I bit my fingernails and tapped my right leg, trying to summon an answer. I sat inside the mind of a man in seminary, a twenty-something fellow with sandy hair and an earnest smile which I caught reflected in the mirror of a bathroom where I had gone because I was overcome with anxiety, doubt that I could go the rest of my life without a woman, devoted only to God. I would have preferred to remain inside this man, not for his knowledge, but for the prosaic pleasures that the smell of fresh cut grass could bring, tinged with sunshine and the scent of diesel exhaust from the mower the groundskeeper pushed, as I sat on a stone bench next to the statue of Mary with her eyes downcast.


I came out of the memory, as if out of a dream. I said, “Life in the time that the Bible was written involved a perspective which is completely alien to the mindset of someone who would ask a question like the one you just posed.”


Craic went over to the touchpad on the side of the ship’s hull and typed a series onto the pad. A door lowered from the side of the ship, onto the scene of the swamp, where the cetacean waited for us to exit, so that he could draw the cigar-shaped craft back underwater with him.

“Meaning that ‘the beginning’ refers to man’s entry onto the world, which does not mean that ‘nothing’ existed prior to the emergence of man. But the covenant between man and God was something similar to what the more scientifically inclined might call convergent evolution.” I walked over to the pilot’s chair and sat down. I was not quite ready to leave the chamber. “Evidence that something existed before man existed comes from Genesis One, Two. ‘Now the Earth was formless and empty, darkness was over the surface of the deep, and the spirit of God was hovering over the waters.'” I swiveled in my seat and looked up at Craic. “You see, ‘the Earth was formless and empty,’ yet there were also oceans. This is not a paradox. It is merely meant to state that God’s mirror image, his albedo, for the more scientifically inclined, was not yet upon the Earth, and in terms of function the Earth was empty. The Earth was not yet ‘good’ in the same sense that it was not good ‘for a man to be without a wife.'”
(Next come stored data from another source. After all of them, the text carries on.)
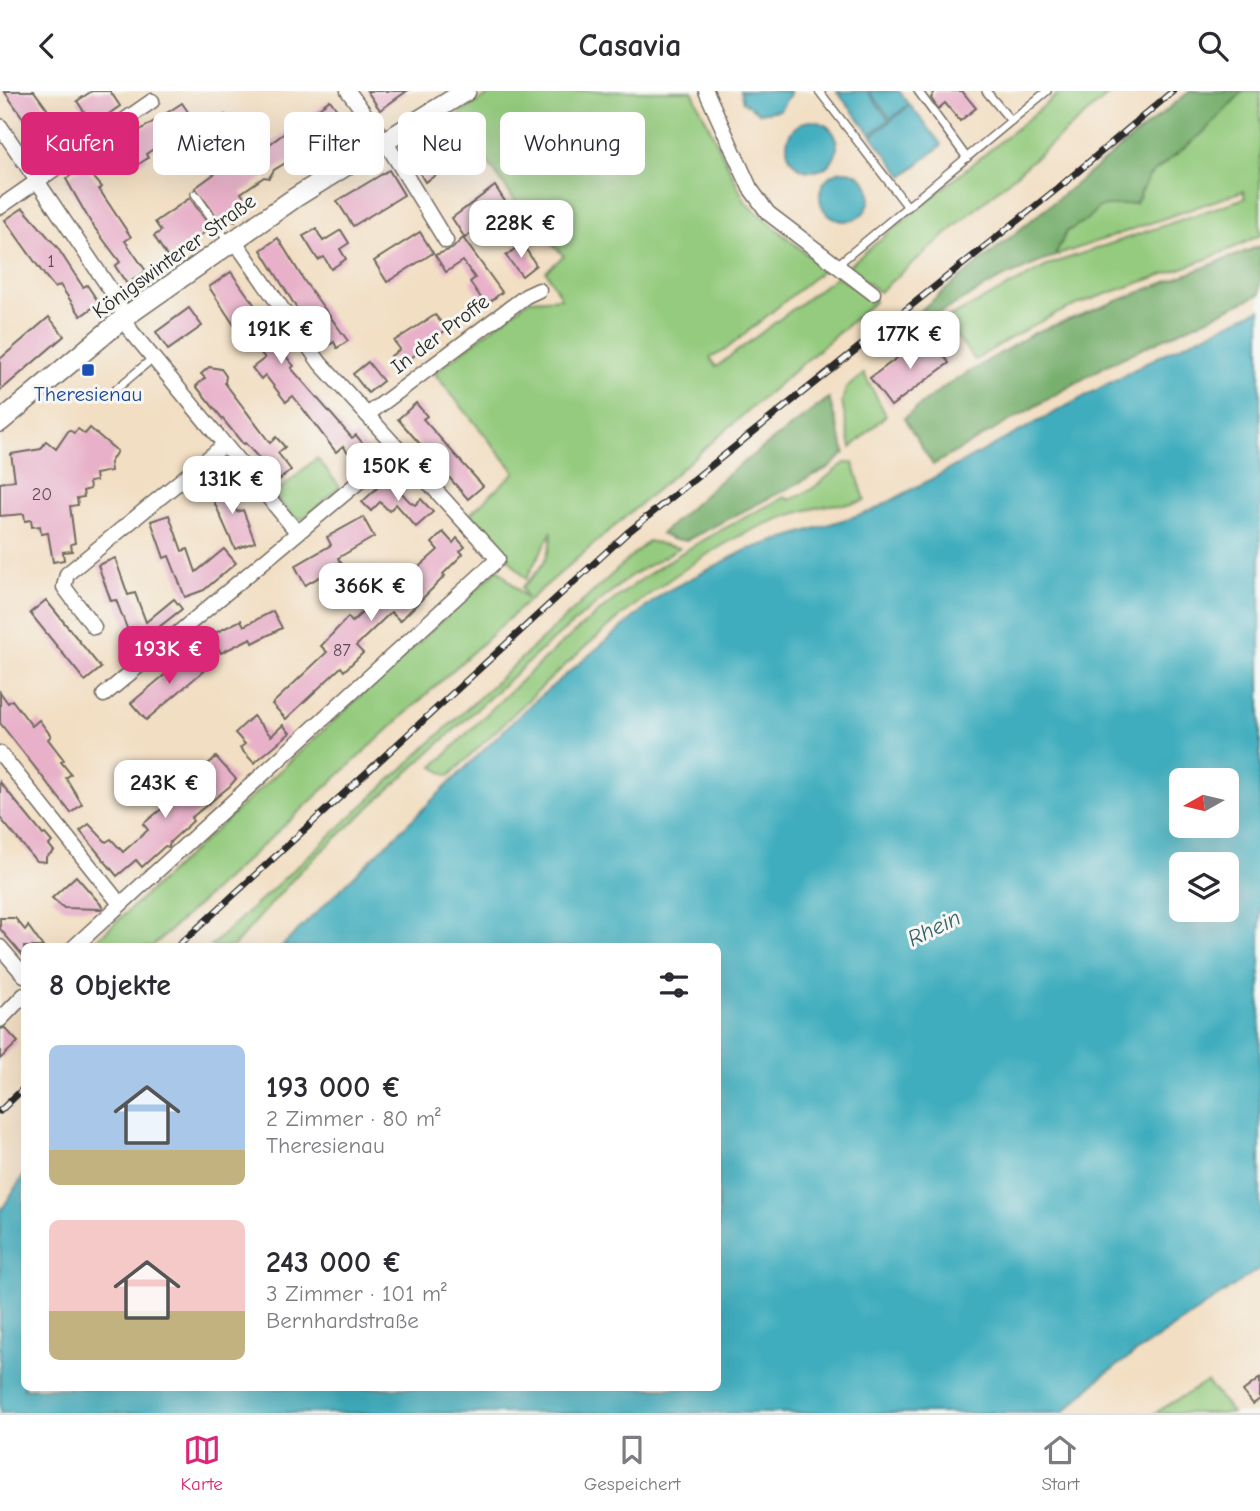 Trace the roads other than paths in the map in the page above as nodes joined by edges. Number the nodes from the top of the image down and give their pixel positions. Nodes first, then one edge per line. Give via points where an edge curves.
1 (348, 91) edge
2 (466, 91) edge
3 (706, 91) edge
4 (819, 91) edge
5 (918, 91) edge
6 (986, 91) edge
7 (1047, 91) edge
8 (152, 101) dead end
9 (363, 112) edge
10 (1011, 121) junction
11 (0, 126) edge
12 (384, 141) joint
13 (967, 157) junction
14 (333, 175) edge
15 (38, 182) junction
16 (195, 194) dead end
17 (0, 207) edge
18 (908, 207) junction
19 (446, 241) dead end
20 (232, 242) junction
21 (837, 265) junction
22 (539, 290) dead end
23 (873, 293) dead end
24 (125, 317) junction
25 (153, 358) junction
26 (107, 397) dead end
27 (367, 415) junction
28 (0, 422) edge
29 (224, 445) junction
30 (398, 449) junction
31 (297, 532) junction
32 (94, 627) dead end
33 (104, 695) dead end
34 (0, 753) edge
35 (120, 904) junction
36 (78, 943) edge
37 (0, 947) edge
38 (21, 972) edge
39 (21, 998) edge
40 (0, 1020) edge

1 - 9 street
2 - 12 main road, Königswinterer Straße
3 - 21 street via 750,188 768,213
4 - 18 lane
5 - 13 lane
6 - 10 lane
7 - 10 lane
8 - 15 street
10 - 13 lane
11 - 15 street
12 - 19 street
13 - 18 lane
14 - 20 main road, Königswinterer Straße
15 - 17 street
15 - 24 street
16 - 20 lane
18 - 21 lane
20 - 24 main road, Königswinterer Straße
20 - 27 street via 320,363
21 - 23 street
22 - 27 street, In der Proffe
24 - 25 street
24 - 28 main road, Königswinterer Straße
25 - 26 lane
25 - 29 street
27 - 30 street
29 - 31 street
29 - 32 street via 67,574 64,587
30 - 31 street
30 - 35 street via 498,559
31 - 33 street
34 - 35 street
35 - 36 street
37 - 38 street
39 - 40 street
I thought of Alice for a moment, and then pushed thoughts of her to the back of my mind. I stood up. “May I see your cane, Craic?”

He passed me his staff. “Certainly.”

I supposed he thought I was going to use the cane to augment my oratory, maybe recall that moment when Moses cast his staff at the Pharaoh’s feet and it miraculously transformed into a writhing serpent.

I gripped the rod by its copper end and I swung it as hard as I could at my companion’s head, knocking his top hat across the room and making the black chimneypot slide to the other side of the spacecraft. I knelt down to his outstretched form and checked for a pulse. It was there, for which I was grateful. I had no desire to kill him. I’d just wanted to knock him out.